Hospital administration has asked that we not routinely use the helipad for landing because once the patient is on hospital property, they should be seen by their staff. We have tried to honor this request when possible, as this would be counterproductive when time is a concern.
Therefore, a remote landing zone is chosen. The children at Gladeville School were not “panicked” as the caller stated. In fact, the children seemed to enjoy watching the aircraft land and take off from an adjacent play field. There was never a safety issue.
The school is not an ideal landing zone, so for this reason we have decided to discontinue the use of this site and move to another location less than a mile away.
We have never been told by firefighters that they were “bothered,” as the caller stated, when requested to set up a landing zone. We work closely with both Galax and Hillsville fire departments and we appreciate their efforts.
Thirdly, when requesting a helicopter it is our policy to use the closest aircraft available.

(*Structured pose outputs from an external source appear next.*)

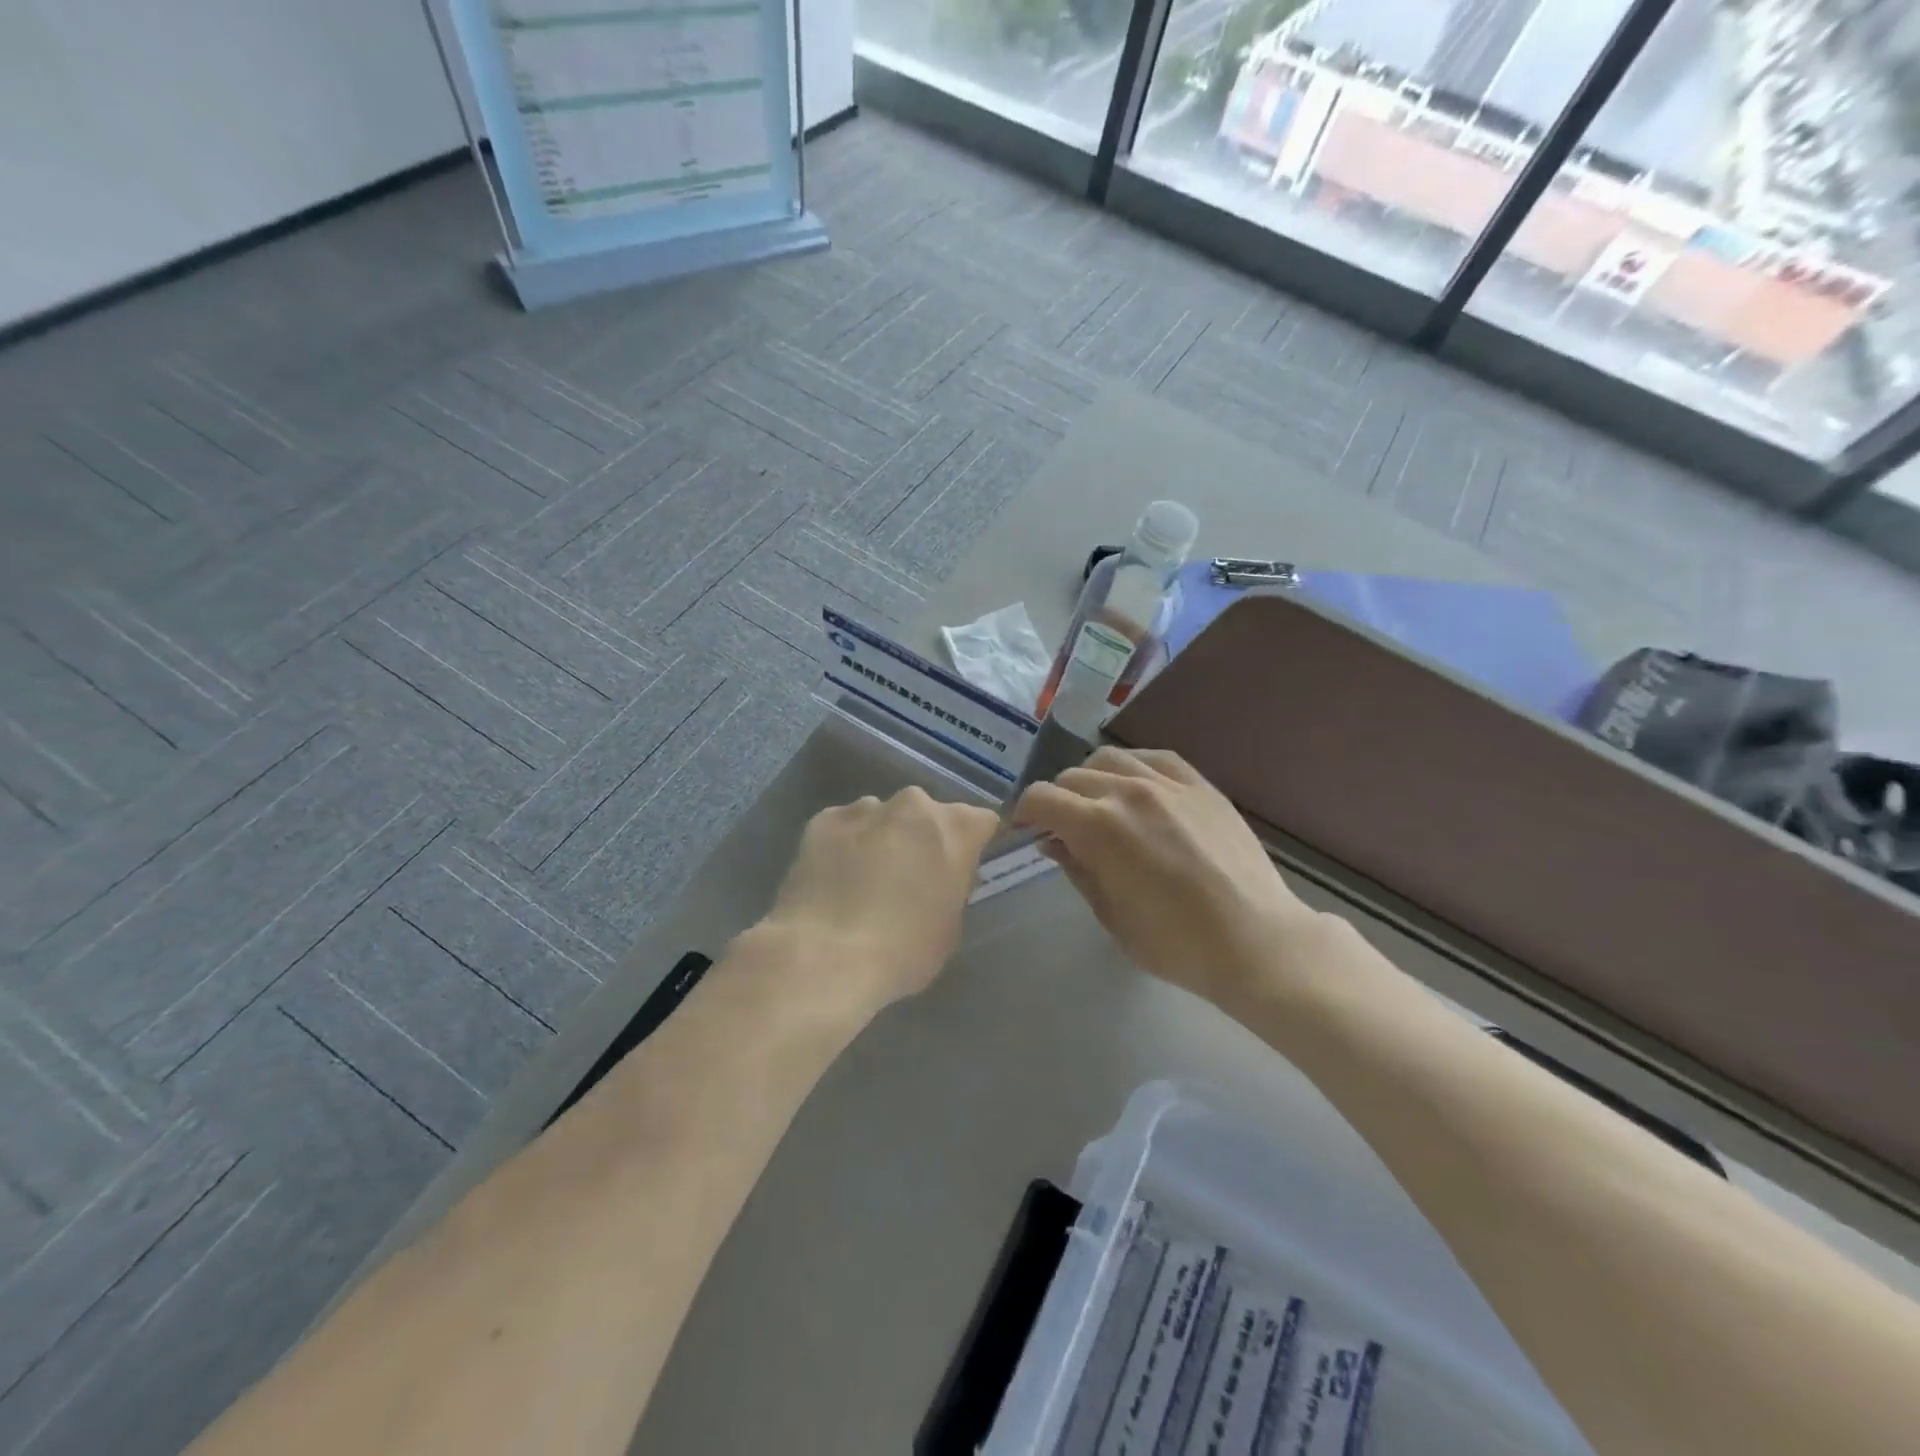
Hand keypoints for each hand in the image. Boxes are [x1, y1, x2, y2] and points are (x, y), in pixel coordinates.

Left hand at [757, 787, 998, 1015]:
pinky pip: (843, 827)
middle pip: (926, 814)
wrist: (825, 956)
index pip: (980, 821)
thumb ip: (952, 888)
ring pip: (881, 817)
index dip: (972, 844)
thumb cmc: (904, 951)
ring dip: (881, 839)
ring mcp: (864, 808)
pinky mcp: (823, 820)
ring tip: (863, 881)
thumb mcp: (950, 926)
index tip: (961, 869)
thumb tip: (939, 880)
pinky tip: (833, 879)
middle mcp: (913, 805)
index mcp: (956, 828)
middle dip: (921, 838)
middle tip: (909, 878)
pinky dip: (843, 845)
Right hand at [1012, 747, 1323, 1011]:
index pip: (1042, 798)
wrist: (1255, 941)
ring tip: (1098, 804)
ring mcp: (1168, 783)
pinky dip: (1133, 767)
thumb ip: (1078, 869)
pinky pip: (1155, 758)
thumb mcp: (1111, 915)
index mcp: (1098, 826)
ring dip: (1091, 779)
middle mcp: (1128, 791)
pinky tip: (1135, 786)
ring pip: (1109, 759)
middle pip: (1072, 777)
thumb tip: (1055, 841)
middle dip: (1056, 800)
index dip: (1024, 812)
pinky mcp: (1200, 785)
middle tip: (1062, 828)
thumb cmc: (1175, 943)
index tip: (1026, 830)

The caller is correct that we had to wait at the landing zone for the helicopter. This is out of our control, as the closest aircraft on both of these events was not available when requested and a more distant aircraft was utilized.
Generally, the closest aircraft is a 10-minute flight from our area and usually is waiting on us to arrive instead of the other way around.
I ask anyone who has a question about our policies and practices to please contact us directly. We are happy to discuss any concern a member of the community might have.
We want all who entrust us with their care to know that we will continue to do everything within our power and training to provide the best medical care that we can and ensure that patients are transported to the most appropriate medical facility for their needs in a timely fashion.